Camillo Pacetti (Rome, 2 May 1758 - Milan, 16 July 1826) was an Italian sculptor.  He was the brother of Vincenzo Pacetti, another sculptor.

A student of the Accademia di San Luca, he later worked in various churches in Rome and Milan.  In 1804, on Antonio Canova's recommendation, he was offered the role of chair of the Accademia di Belle Arti di Brera in Milan, to succeed Giuseppe Franchi.  Besides this teaching engagement, Pacetti accepted also public commissions, such as the statue of the New Law for the facade of the Duomo and reliefs for the Arco della Pace at Milan (the arch planned by Luigi Cagnola and also featuring sculpture by Luigi Canonica).  His subject matter ranged from portraits to mythological and allegorical scenes.
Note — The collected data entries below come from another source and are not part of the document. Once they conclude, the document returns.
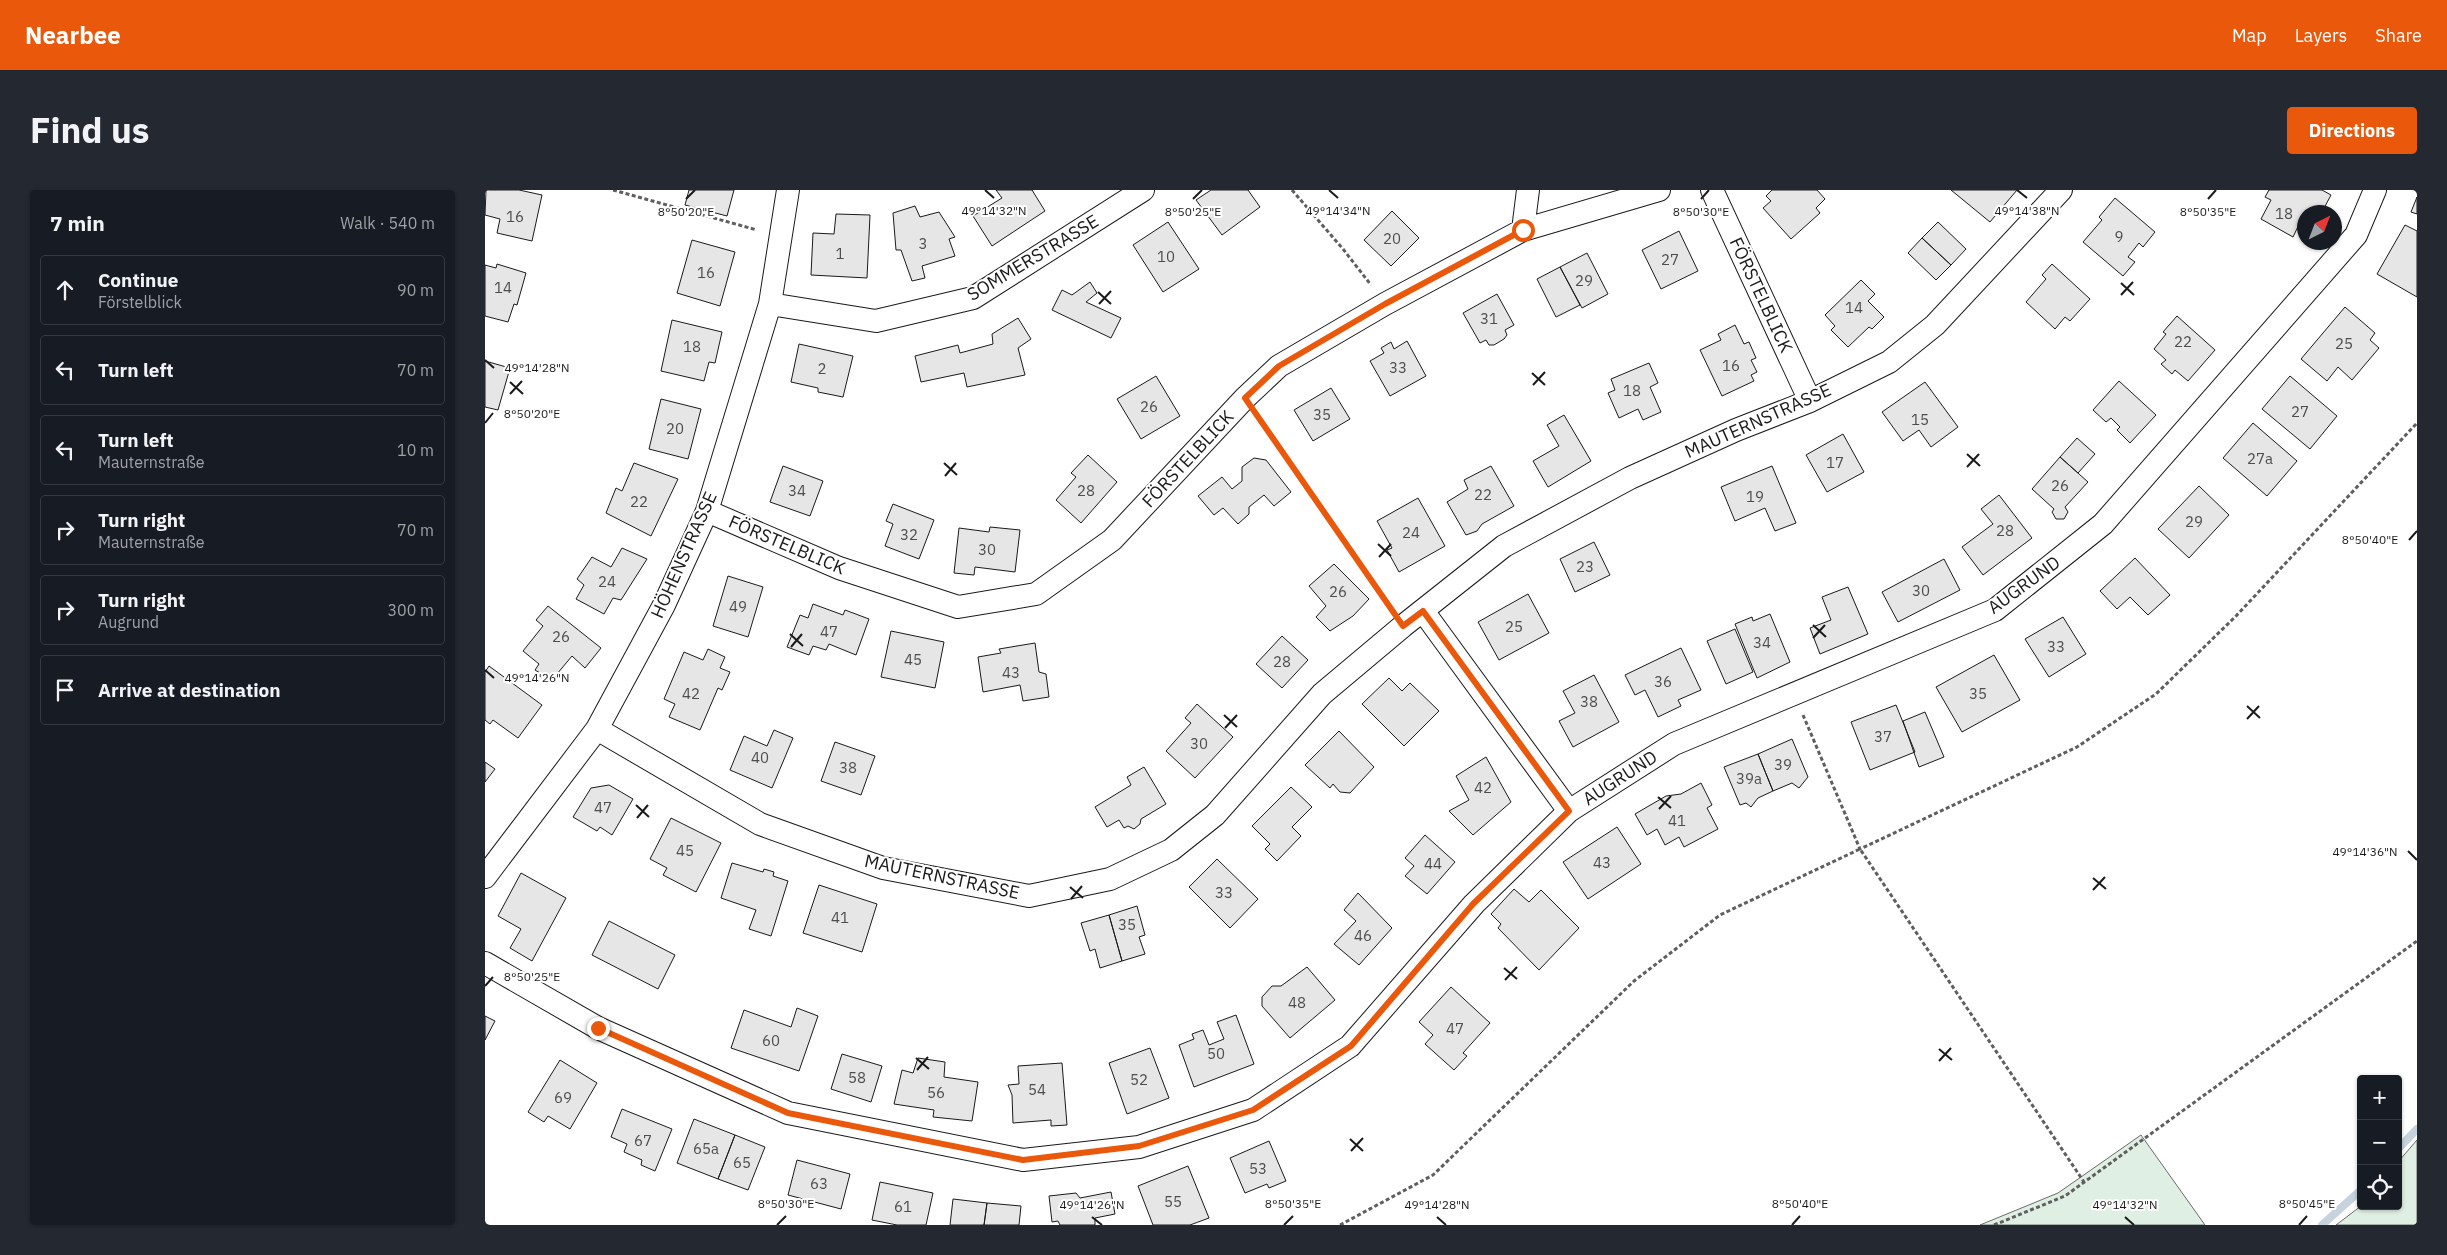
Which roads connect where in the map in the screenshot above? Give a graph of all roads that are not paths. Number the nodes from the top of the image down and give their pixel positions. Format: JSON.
{"nodes":[{"id":1,"x":789,"y":190,"type":"edge"},
{"id":2,"x":1143,"y":190,"type":"edge"},
{"id":3,"x":1528,"y":190,"type":"edge"},
{"id":4,"x":1659,"y":190,"type":"edge"},
{"id":5,"x":1713,"y":190,"type":"edge"},
{"id":6,"x":2061,"y":190,"type":"edge"},
{"id":7,"x":2375,"y":190,"type":"edge"},
{"id":8,"x":1523,"y":230,"type":"junction"},
{"id":9,"x":770,"y":304,"type":"junction"},
{"id":10,"x":1810,"y":401,"type":"junction"},
{"id":11,"x":707,"y":511,"type":"junction"},
{"id":12,"x":1423,"y":611,"type":"junction"},
{"id":13,"x":597,"y":729,"type":"junction"},
{"id":14,"x":1569,"y":811,"type":"junction"},
{"id":15,"x":485,"y":877,"type":"edge"},
{"id":16,"x":485,"y":963,"type":"edge"}],
"edges":[{"from":1,"to":9,"type":"street","name":"HÖHENSTRASSE"},
{"from":2,"to":9,"type":"street","name":"SOMMERSTRASSE"},
{"from":3,"to":8,"type":"street"},
{"from":4,"to":8,"type":"street","name":"FÖRSTELBLICK"},
{"from":5,"to":10,"type":"street","name":"FÖRSTELBLICK"},
{"from":6,"to":10,"type":"street","name":"MAUTERNSTRASSE"},
{"from":7,"to":14,"type":"street","name":"AUGRUND"},
{"from":8,"to":11,"type":"street","name":"FÖRSTELBLICK"},
{"from":9,"to":11,"type":"street","name":"HÖHENSTRASSE"},
{"from":10,"to":12,"type":"street","name":"MAUTERNSTRASSE"},
{"from":11,"to":13,"type":"street","name":"HÖHENSTRASSE"},
{"from":12,"to":13,"type":"street","name":"MAUTERNSTRASSE"},
{"from":12,"to":14,"type":"street"},
{"from":13,"to":15,"type":"street","name":"HÖHENSTRASSE"},
{"from":14,"to":16,"type":"street","name":"AUGRUND"}]}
He was engaged by Josiah Wedgwood in Rome from 1787/88 under the supervision of John Flaxman, to model six tablets illustrating the life of Achilles. A pen and wash drawing by Pacetti of Achilles on the back of Centaur hunting a Lion is in the Wedgwood Museum, Barlaston - it is copied  from a similar image on a classical marble, the Luna Disc of c. 800-400 BC in the Capitoline Museum, substituting that work's female centaur for Chiron. He completed a Minerva for the Brera.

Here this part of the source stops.